Notice that in non-windowing applications this is probably not a problem. You could e.g. use the mark-dirty approach and only if some calculation needs the data, it may need to do some extra processing in case the data is dirty (this is a kind of caching approach).
However, for windowing applications, there is no signal that the user is 'looking at your screen' and that the windows should be updated. So there is no real good moment where you have to look at the dirty-data (although you could do some tricks with focus-events).
What is a good solution to solve this problem? And how have you solved problems like this in your application?
Notice that I don't want to introduce windowing techniques in the calculation/datamodel part of my application. If windowing techniques are needed to solve this problem, it must only be used in the user-interface part of my application.
Any idea?
An approach I used was with a large windows app a few years back was to use WM_KICKIDLE. All things that are update-able utilise a abstract base class called IdleTarget. An IdleTargetManager then intercepts the KICKIDLE messages and calls the update on a list of registered clients. In your instance you could create a list of specific targets to update but I found the list of registered clients enough.
The only gotcha I hit was with a realtime graph. Using just the kick idle message it would spike the CPU to 100% due to constant updating of the graph. Use a timer to sleep until the next refresh solved that problem.

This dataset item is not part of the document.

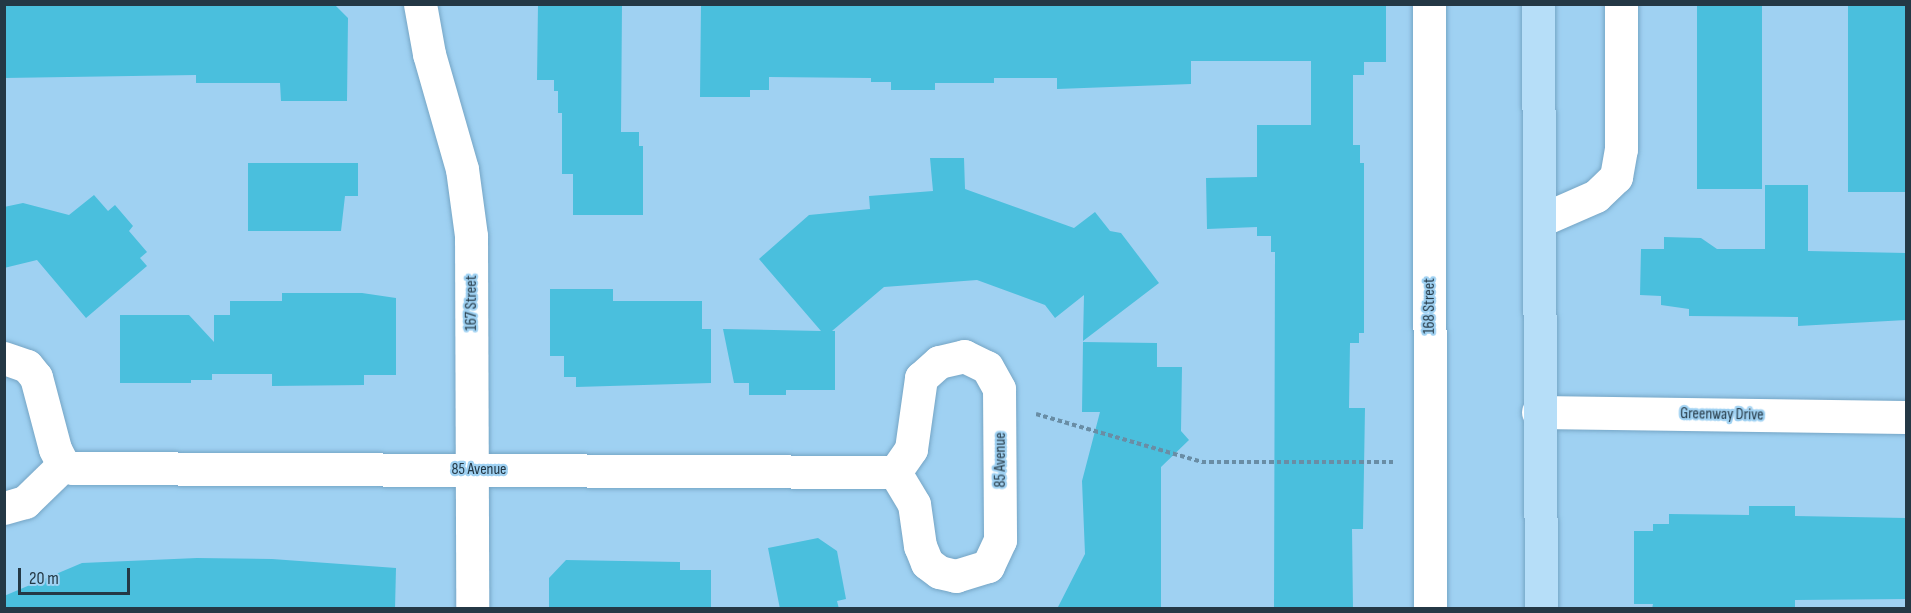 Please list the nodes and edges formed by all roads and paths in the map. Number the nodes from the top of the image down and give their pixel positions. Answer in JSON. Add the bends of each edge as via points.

If you need more assistance - I am available at reasonable rates...:-)
Another point I was thinking about.
If you are overwhelmed by the number of events generated, and possibly the extra-work it is causing, you may have a two phases approach:
Do the work
Commit
where notifications are only sent on commit.
It does have the disadvantage of forcing to rewrite some code...
You could use the observer pattern with coalescing. It might be a little ugly to implement in C++, though. It would look something like this:
m_observerList.beginCoalescing();
m_observerList.notify();
m_observerList.notify();
m_observerList.notify();
m_observerList.endCoalescing(); //observers are notified here, only once
So even though you call notify three times, the observers aren't actually notified until endCoalescing when the observers are only notified once.